10. When someone says, "According to Scripture..." my favorite retort is, "According to whom?"

9. I like Protestant liberals for this very reason, because they are frank to make this challenge, even if they don't leave anything orthodox in its place.

8. I'm sure it's just a coincidence that "Losing My Religion" is playing in the background. Heh.

7. On the other hand, it eventually leads to agnosticism or atheism if you deconstruct every human structure in human history. It's an act of faith to see this as unreasonable, for the Word made flesh to allow man's corruption to taint His gospel, that is.

6. A person needs to know the content and meaning of divine revelation in the places where he lives. If he cannot know the gospel, he cannot do it.

5. An invisible Church cannot define itself, or what it believes.

4. There is an irreconcilable conflict between the fundamental principle of the Reformation (Sola Scriptura) and the invocation of ecclesiastical authority, precisely because the man ultimately submits to himself, and thus, cannot know that what he believes is in fact divine revelation.

3. Is this a bad time to mention that Anglican Holy Orders are invalid? Blame Cranmer. The riff-raff always ruins it for good papists.

2. Ecclesial deism is in direct contradiction to the biblical story, which is the story of God's faithfulness to His people.

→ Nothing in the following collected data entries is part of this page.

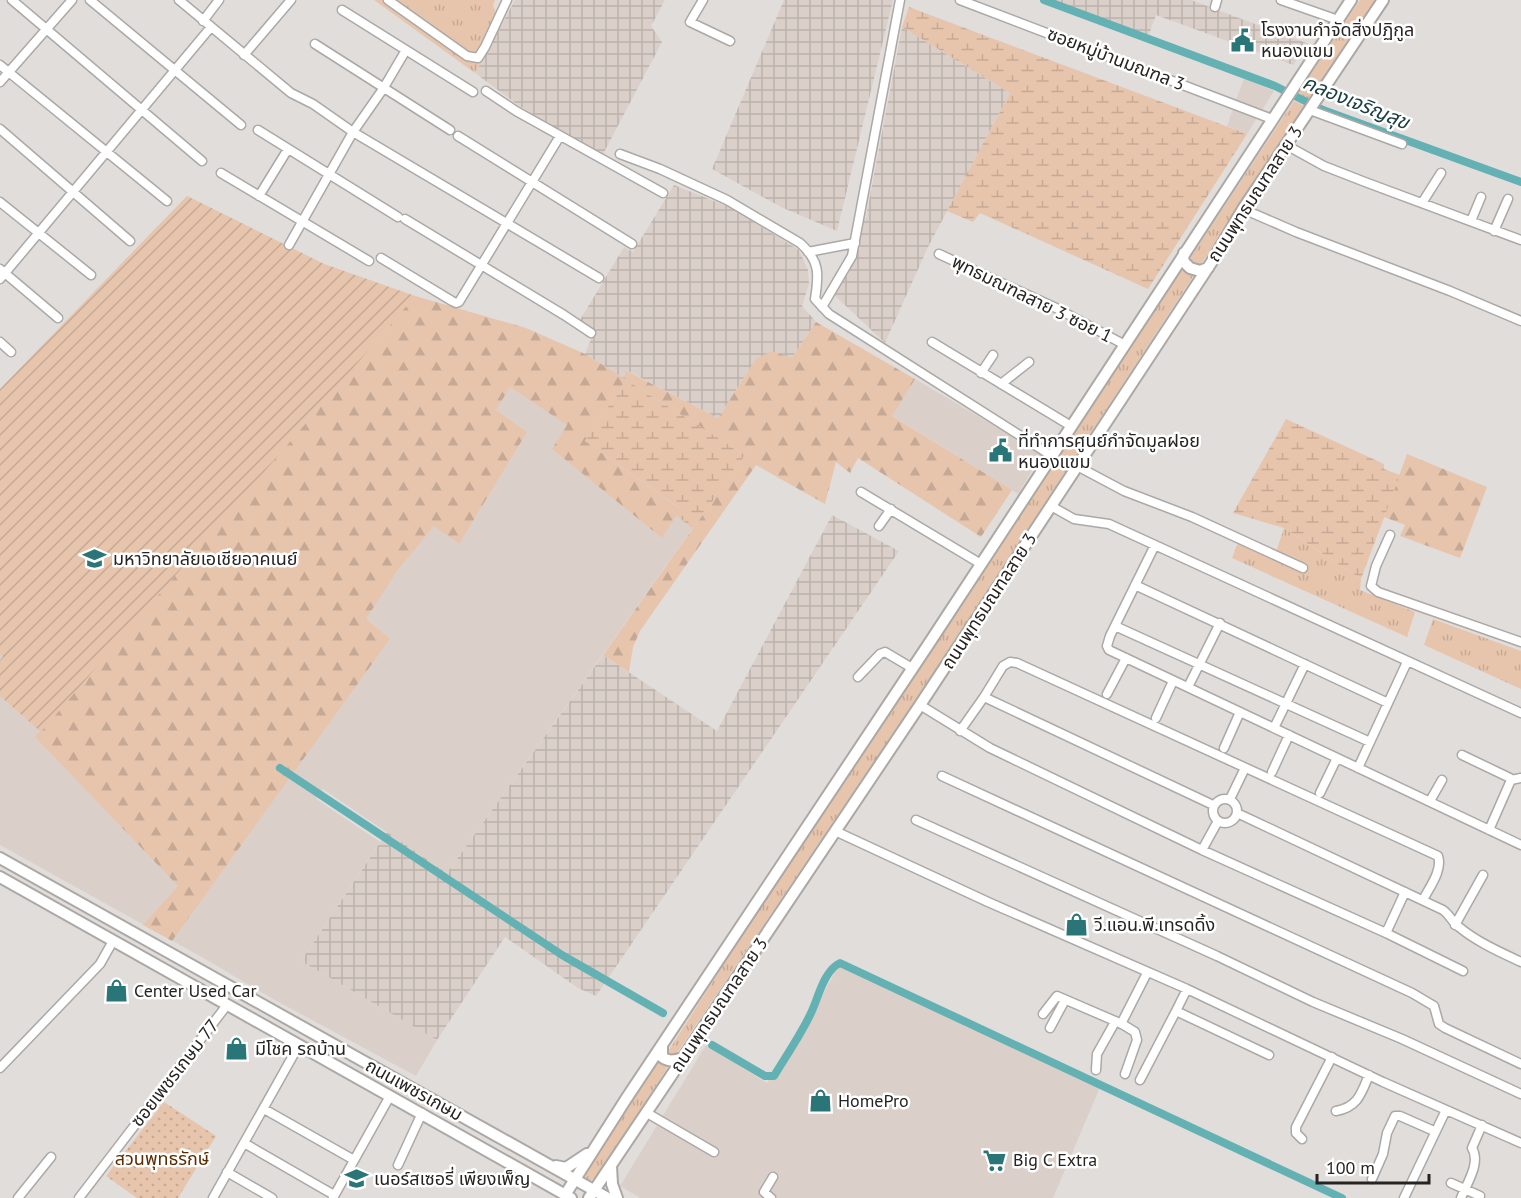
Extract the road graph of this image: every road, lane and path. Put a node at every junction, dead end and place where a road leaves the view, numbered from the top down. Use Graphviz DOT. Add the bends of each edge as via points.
graph roads {
  1 [pos="12,0"];
  2 [pos="72,0"];
  3 [pos="90,0"];
  4 [pos="179,0"];
  5 [pos="291,0"];
  6 [pos="388,0"];
  7 [pos="507,0"];
  8 [pos="703,0"];
  9 [pos="900,0"];
  10 [pos="960,0"];
  11 [pos="1281,0"];
  12 [pos="1351,0"];
  13 [pos="1383,0"];
  14 [pos="217,1"];
  15 [pos="342,10"];
  16 [pos="203,21"];
  17 [pos="1338,21"];
  18 [pos="211,27"];
  19 [pos="46,29"];
  20 [pos="730,41"];
  21 [pos="315,44"];
  22 [pos="406,50"];
  23 [pos="244,55"];
  24 [pos="0,65"];
  25 [pos="174,70"];
  26 [pos="9,72"];
  27 [pos="0,82"];
  28 [pos="383,89"];
  29 [pos="486,91"];
  30 [pos="472,92"];
  31 [pos="1312,107"];
  32 [pos="142,110"];
  33 [pos="1272,118"];
  34 [pos="240,125"];
  35 [pos="0,129"];
  36 [pos="258,130"];
  37 [pos="450,130"];
  38 [pos="353,132"];
  39 [pos="458,136"];
  40 [pos="560,136"];
  41 [pos="1402,144"];
  42 [pos="1286,146"];
  43 [pos="288,149"];
  44 [pos="107,152"];
  45 [pos="621,154"];
  46 [pos="202,161"];
  47 [pos="221,173"];
  48 [pos="1441,173"];
  49 [pos="330,175"];
  50 [pos="532,182"];
  51 [pos="73,192"];
  52 [pos="663,193"];
  53 [pos="259,196"];
  54 [pos="1481,197"];
  55 [pos="1508,199"];
  56 [pos="167,201"];
  57 [pos="0,202"];
  58 [pos="1422,202"];
  59 [pos="1243,209"];
  60 [pos="1471,221"];
  61 [pos="302,222"];
  62 [pos="508,223"];
  63 [pos="1494,231"];
  64 [pos="39,233"];
  65 [pos="1521,240"];
  66 [pos="130,241"];
  67 [pos="855,243"];
  68 [pos="632,244"];
  69 [pos="289,245"];
  70 [pos="808,252"];
  71 [pos="1184,253"];
  72 [pos="939,255"];
  73 [pos="381,258"];
  74 [pos="369,261"];
  75 [pos="481,266"];
  76 [pos="1208,268"];
  77 [pos="2,274"];
  78 [pos="91,275"];
  79 [pos="599,278"];
  80 [pos="822,307"];
  81 [pos="58,318"];
  82 [pos="1521,321"];
  83 [pos="591,333"];
  84 [pos="0,342"];
  85 [pos="932,342"];
  86 [pos="1125,345"];
  87 [pos="11,351"];
  88 [pos="993,355"];
  89 [pos="1029,362"];
  90 [pos="981,373"];
  91 [pos="1001,384"];
  92 [pos="1071,426"];
  93 [pos="1052,456"];
  94 [pos="1077,466"];
  95 [pos="861,492"];
  96 [pos="1051,506"];
  97 [pos="891,509"];
  98 [pos="879,526"];
  99 [pos="1390,535"];
  100 [pos="1155,545"];
  101 [pos="981,564"];
  102 [pos="1303,568"];
  103 [pos="1135,585"];
  104 [pos="1220,623"];
  105 [pos="1115,626"];
  106 [pos="1521,642"];
  107 [pos="1126,658"];
  108 [pos="1407,662"];
  109 [pos="1305,664"];
  110 [pos="1198,665"];
  111 [pos="912,668"];
  112 [pos="858,677"];
  113 [pos="1173,681"];
  114 [pos="1188,687"];
  115 [pos="1107,694"];
  116 [pos="984,697"];
  117 [pos="1388,703"];
  118 [pos="920,705"];
  119 [pos="1285,705"];
  120 [pos="1240,712"];
  121 [pos="1521,713"];
  122 [pos="1156,718"];
  123 [pos="1274,728"];
  124 [pos="960,731"];
  125 [pos="1289,735"];
  126 [pos="1370,742"];
  127 [pos="1224,748"];
  128 [pos="1462,755"];
  129 [pos="1337,758"];
  130 [pos="1245,768"];
  131 [pos="1358,768"];
  132 [pos="1272,772"];
  133 [pos="942,776"];
  134 [pos="1521,778"];
  135 [pos="1442,780"];
  136 [pos="1511,780"];
  137 [pos="1320,793"];
  138 [pos="1230,799"];
  139 [pos="1430,801"];
  140 [pos="1213,806"];
  141 [pos="1237,813"];
  142 [pos="916,820"];
  143 [pos="1218,821"];
  144 [pos="1489,830"];
  145 [pos="835,831"];
  146 [pos="1521,845"];
  147 [pos="1203,850"];
  148 [pos="0,858"];
  149 [pos="1483,875"];
  150 [pos="0,878"];
  151 [pos="1405,892"];
  152 [pos="1423,900"];
  153 [pos="1455,925"];
  154 [pos="1386,933"];
  155 [pos="113,941"];
  156 [pos="160,948"];
  157 [pos="152,962"];
  158 [pos="1521,962"];
  159 [pos="1463,970"];
  160 [pos="1147,973"];
  161 [pos="1187,989"];
  162 [pos="1065,1000"];
  163 [pos="227,1005"];
  164 [pos="1176,1011"];
  165 [pos="1043,1014"];
  166 [pos="1118,1023"];
  167 [pos="1050,1028"];
  168 [pos="299,1045"];
  169 [pos="662,1045"];
  170 [pos="1269,1055"];
  171 [pos="1332,1057"];
  172 [pos="683,1058"];
  173 [pos="1521,1064"];
  174 [pos="0,1068"];
  175 [pos="1096,1070"];
  176 [pos="1125,1074"];
  177 [pos="1369,1075"];
  178 [pos="1140,1080"];
  179 [pos="1521,1094"];
  180 [pos="390,1096"];
  181 [pos="264,1108"];
  182 [pos="1446,1110"];
  183 [pos="1336,1111"];
  184 [pos="422,1113"];
  185 [pos="647,1113"];
  186 [pos="1482,1125"];
  187 [pos="1434,1131"];
  188 [pos="1302,1139"];
  189 [pos="244,1143"];
  190 [pos="1521,1143"];
  191 [pos="594,1148"];
  192 [pos="714,1152"];
  193 [pos="51,1157"];
  194 [pos="354,1160"];
  195 [pos="398,1165"];
  196 [pos="611,1165"];
  197 [pos="549,1166"];
  198 [pos="227,1172"];
  199 [pos="773,1177"];
  200 [pos="1372,1179"];
  201 [pos="575,1180"];
  202 [pos="1451,1183"];
  203 [pos="1465,1189"];
  204 [pos="591,1194"];
  205 [pos="568,1196"];
  206 [pos="1480,1196"];
  207 [pos="333,1197"];
  208 [pos="18,1198"];
  209 [pos="79,1198"];
  210 [pos="213,1198"];
  211 [pos="272,1198"];
  212 [pos="608,1198"];
  213 [pos="617,1198"];
  214 [pos="771,1198"];
  215 [pos="1404,1198"];
  216 [pos="1461,1198"];
  1 -- 19 [label="street"];
  2 -- 19 [label="street"];
  3 -- 25 [label="street"];
  4 -- 16 [label="street"];
  5 -- 23 [label="street"];
  6 -- 7 [label="street" via="467,56 478,58"];
  8 -- 20 [label="street" via="690,22"];
  9 -- 67 [label="street"];
  10 -- 33 [label="street, ซอยหมู่บ้านมณฑล 3"];
  11 -- 17 [label="street"];
  12 -- 17 [label="main road, ถนนพุทธมณฑลสาย 3"];
  13 -- 31 [label="main road, ถนนพุทธมณฑลสาย 3"];
  14 -- 16 [label="street"];
  15 -- 22 [label="street"];
  16 -- 18 [label="street"];
  17 -- 33 [label="main road, ถนนพุทธมณฑลสาย 3"];
  18 -- 23 [label="street"];
  18 -- 25 [label="street"];
  19 -- 26 [label="street"];
  19 -- 32 [label="street"];
  21 -- 28 [label="street"];
  22 -- 28 [label="street"];
  22 -- 30 [label="street"];
  23 -- 38 [label="street" via="291,93"];
  24 -- 26 [label="street"];
  25 -- 32 [label="street"];
  25 -- 34 [label="street"];
  26 -- 27 [label="street"];
  26 -- 44 [label="street"];
  28 -- 37 [label="street"];
  28 -- 38 [label="street"];
  29 -- 40 [label="street"];
  31 -- 41 [label="street"];
  31 -- 42 [label="main road, ถนนพุทธมณฑลสาย 3"];
  32 -- 44 [label="street"];
  32 -- 46 [label="street"];
  33 -- 71 [label="main road, ถนนพุทธมณฑลสาย 3"];
  35 -- 51 [label="street"];
  36 -- 43 [label="street"];
  38 -- 49 [label="street"];
  38 -- 62 [label="street"];
  39 -- 50 [label="street"];
  40 -- 50 [label="street"];
  40 -- 52 [label="street"];
  42 -- 58 [label="street" via="1324,166"];
  42 -- 59 [label="main road, ถนนพุทธมณฑลสาย 3"];
  43 -- 49 [label="street"];
  43 -- 53 [label="street"];
  44 -- 51 [label="street"];
  44 -- 56 [label="street"];
  45 -- 70 [label="street" via="727,200 800,243"];
  47 -- 53 [label="street"];
  48 -- 58 [label="street"];
  49 -- 61 [label="street"];
  49 -- 75 [label="street"];
  50 -- 62 [label="street"];
  50 -- 68 [label="street"];
  51 -- 64 [label="street"];
  51 -- 66 [label="street"];
  53 -- 61 [label="street"];
  54 -- 60 [label="street"];
  55 -- 63 [label="street"];
  57 -- 64 [label="street"];
  58 -- 60 [label="street"];
  59 -- 76 [label="main road, ถนนพุทธมณฑลสาย 3"];
  59 -- 82 [label="street"];
  60 -- 63 [label="street"];
  61 -- 69 [label="street"];
  61 -- 74 [label="street"];
  62 -- 75 [label="street"];
  62 -- 79 [label="street"];
  63 -- 65 [label="street"];
  64 -- 77 [label="street"];
  64 -- 78 [label="street"];
  67 -- 70 [label="street"];
  67 -- 80 [label="street" via="846,269"];
  70 -- 80 [label="street" via="818,268 815,299"];
  71 -- 76 [label="main road" via="1183,261 1190,268"];
  71 -- 86 [label="main road, ถนนพุทธมณฑลสาย 3"];
  72 -- 86 [label="street, พุทธมณฑลสาย 3 ซอย 1" via="1056,308"];
  73 -- 75 [label="street" via="456,303"];
  75 -- 83 [label="street"];
  76 -- 94 [label="main road, ถนนพุทธมณฑลสาย 3"];
  77 -- 81 [label="street"];
  80 -- 93 [label="street"];
  84 -- 87 [label="street"];
  85 -- 90 [label="street"];
  86 -- 92 [label="main road, ถนนพุทธมณฑลสาย 3"];
  88 -- 90 [label="street"];
  89 -- 91 [label="street"];
  90 -- 91 [label="street"];
  91 -- 92 [label="street"];
  92 -- 93 [label="main road, ถนนพุทธมณฑลสาย 3"];
  93 -- 101 [label="main road, ถนนพุทธมณฑลสาย 3"];
  94 -- 96 [label="main road, ถนนพุทธมณฑลสาย 3"];
  94 -- 102 [label="street" via="1124,491"];
  95 -- 97 [label="street"];
  96 -- 100 [label="street" via="1074,519 1109,524"];
  96 -- 118 [label="main road, ถนนพุทธมณฑลสาย 3"];
  97 -- 98 [label="street"];
  97 -- 101 [label="street"];
  99 -- 106 [label="street" via="1371,586 1378,592"];
  100 -- 103 [label="street"];
  100 -- 108 [label="street"];
  101 -- 111 [label="main road, ถนนพุทธมณฑลสาย 3"];
  103 -- 104 [label="street"];
  103 -- 105 [label="street"];
  104 -- 109 [label="street"];
  104 -- 110 [label="street"];
  105 -- 107 [label="street" via="1107,646"];
  105 -- 110 [label="street"];
  107 -- 113 [label="street"];
  107 -- 115 [label="street"];
  108 -- 117 [label="street"];
  108 -- 121 [label="street"];
  109 -- 117 [label="street"];
  109 -- 119 [label="street"];
  110 -- 114 [label="street"];
  110 -- 119 [label="street"];
  111 -- 112 [label="street" via="885,652"];
  111 -- 169 [label="main road, ถนนพุทธมณฑลสาย 3"];
  113 -- 114 [label="street"];
  113 -- 122 [label="street"];
  114 -- 120 [label="street"];
  116 -- 124 [label="street"];
  116 -- 130 [label="street" via="1003,666 1017,663"];
  116 -- 140 [label="street"];
  117 -- 126 [label="street"];
  118 -- 124 [label="street"];
  118 -- 145 [label="main road, ถนนพุทธมณฑลสาย 3"];
  119 -- 123 [label="street"];
  119 -- 126 [label="street"];
  120 -- 123 [label="street"];
  120 -- 127 [label="street"];
  123 -- 125 [label="street"];
  124 -- 147 [label="street"];
  125 -- 129 [label="street"];
  125 -- 132 [label="street"];
  126 -- 131 [label="street"];
  128 -- 136 [label="street"];
  129 -- 131 [label="street"];
  129 -- 137 [label="street"];
  130 -- 138 [label="street"];
  130 -- 152 [label="street" via="1438,856 1439,868"];
  131 -- 139 [label="street"];
  133 -- 173 [label="street" via="1412,993 1434,1006 1439,1024"];
  134 -- 136 [label="street"];
  135 -- 139 [label="street"];
  136 -- 144 [label="street"];
  138 -- 140 [label="street" via="1220,799"];
  138 -- 141 [label="street"];
  139 -- 144 [label="street"];
  140 -- 143 [label="street"];
  141 -- 143 [label="street" via="1227,823"];
  141 -- 151 [label="street"];
  142 -- 179 [label="street"];
  143 -- 147 [label="street"];
  144 -- 146 [label="street"];
  145 -- 160 [label="street"];
  145 -- 172 [label="main road, ถนนพุทธมณฑลสาย 3"];
  147 -- 154 [label="street"];
  148 -- 156 [label="main road, ถนนเพชรเกษม"];
  149 -- 153 [label="street"];
  150 -- 155 [label="main road, ถนนเพชรเกษม"];
  151 -- 152 [label="street"];
  151 -- 154 [label="street"];
  152 -- 153 [label="street" via="1451,916"];
  153 -- 158 [label="street"];
  154 -- 159 [label="street"];
  155 -- 157 [label="main road, ถนนเพชรเกษม"];
  155 -- 174 [label="street" via="100,964"];
  156 -- 157 [label="main road"];
  156 -- 197 [label="main road, ถนนเพชรเกษม"];
  157 -- 163 [label="main road, ถนนเพชรเกษม"];
  160 -- 161 [label="street"];
  160 -- 166 [label="street"];
  161 -- 164 [label="street"];
  161 -- 171 [label="street"];
  162 -- 165 [label="street" via="1057,996"];
  162 -- 166 [label="street"];
  162 -- 167 [label="street"];
  163 -- 168 [label="main road, ถนนเพชรเกษม"];
  163 -- 209 [label="street, ซอยเพชรเกษม 77"];
  164 -- 170 [label="street"];
  164 -- 178 [label="street"];
  166 -- 175 [label="street" via="1097,1054"];
  166 -- 176 [label="street" via="1136,1032"];
  168 -- 180 [label="main road, ถนนเพชรเกษม"];
  168 -- 181 [label="street"];
  169 -- 172 [label="main road" via="662,1056 666,1059"];
  169 -- 191 [label="main road, ถนนพุทธมณฑลสาย 3"];
  171 -- 177 [label="street"];
  171 -- 188 [label="street" via="1296,1127"];
  172 -- 185 [label="main road, ถนนพุทธมณฑลสาย 3"];
  177 -- 182 [label="street"];
  177 -- 183 [label="street" via="1359,1098 1347,1109"];
  180 -- 184 [label="main road, ถนนเพชรเกษม"];
  180 -- 194 [label="street"];
  181 -- 189 [label="street"];
  181 -- 194 [label="street"];
  182 -- 186 [label="street"];
  182 -- 187 [label="street"];
  184 -- 195 [label="street"];
  184 -- 205 [label="main road, ถนนเพชรเกษม"];
  185 -- 192 [label="street"];
  185 -- 196 [label="main road, ถนนพุทธมณฑลสาย 3"];
  186 -- 190 [label="street"];
  186 -- 203 [label="street" via="1472,1148 1475,1164"];
  187 -- 200 [label="street" via="1395,1116"];
  187 -- 215 [label="street"];
  189 -- 198 [label="street"];
  189 -- 207 [label="street"];
  191 -- 197 [label="main road" via="566,1168"];
  191 -- 201 [label="main road, ถนนพุทธมณฑลสาย 3"];
  193 -- 208 [label="street"];
  194 -- 207 [label="street"];
  196 -- 204 [label="main road, ถนนพุทธมณฑลสาย 3"];
  196 -- 213 [label="main road"];
  197 -- 201 [label="main road, ถนนเพชรเกษม"];
  198 -- 210 [label="street"];
  198 -- 211 [label="street"];
  199 -- 214 [label="street" via="764,1191"];
  201 -- 204 [label="main road, ถนนเพชรเกษม"];
  201 -- 205 [label="main road, ถนนพุทธมณฑลสาย 3"];
  202 -- 203 [label="street"];
  203 -- 206 [label="street"];
  203 -- 216 [label="street"];
  204 -- 212 [label="main road, ถนนเพชรเกษม"];
}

1. One cannot be both the arbiter of divine revelation, and a humble receiver of it at the same time.

Comments

Can you be the humble receiver of the constitution and the arbiter of it at the same time?
So who is the arbiter?
Jason said…
In your example, or another? In your example, say, a Supreme Court justice would be holding an office of arbitration, but on behalf of others. He can't be the arbiter and a private citizen at the same time in the same way.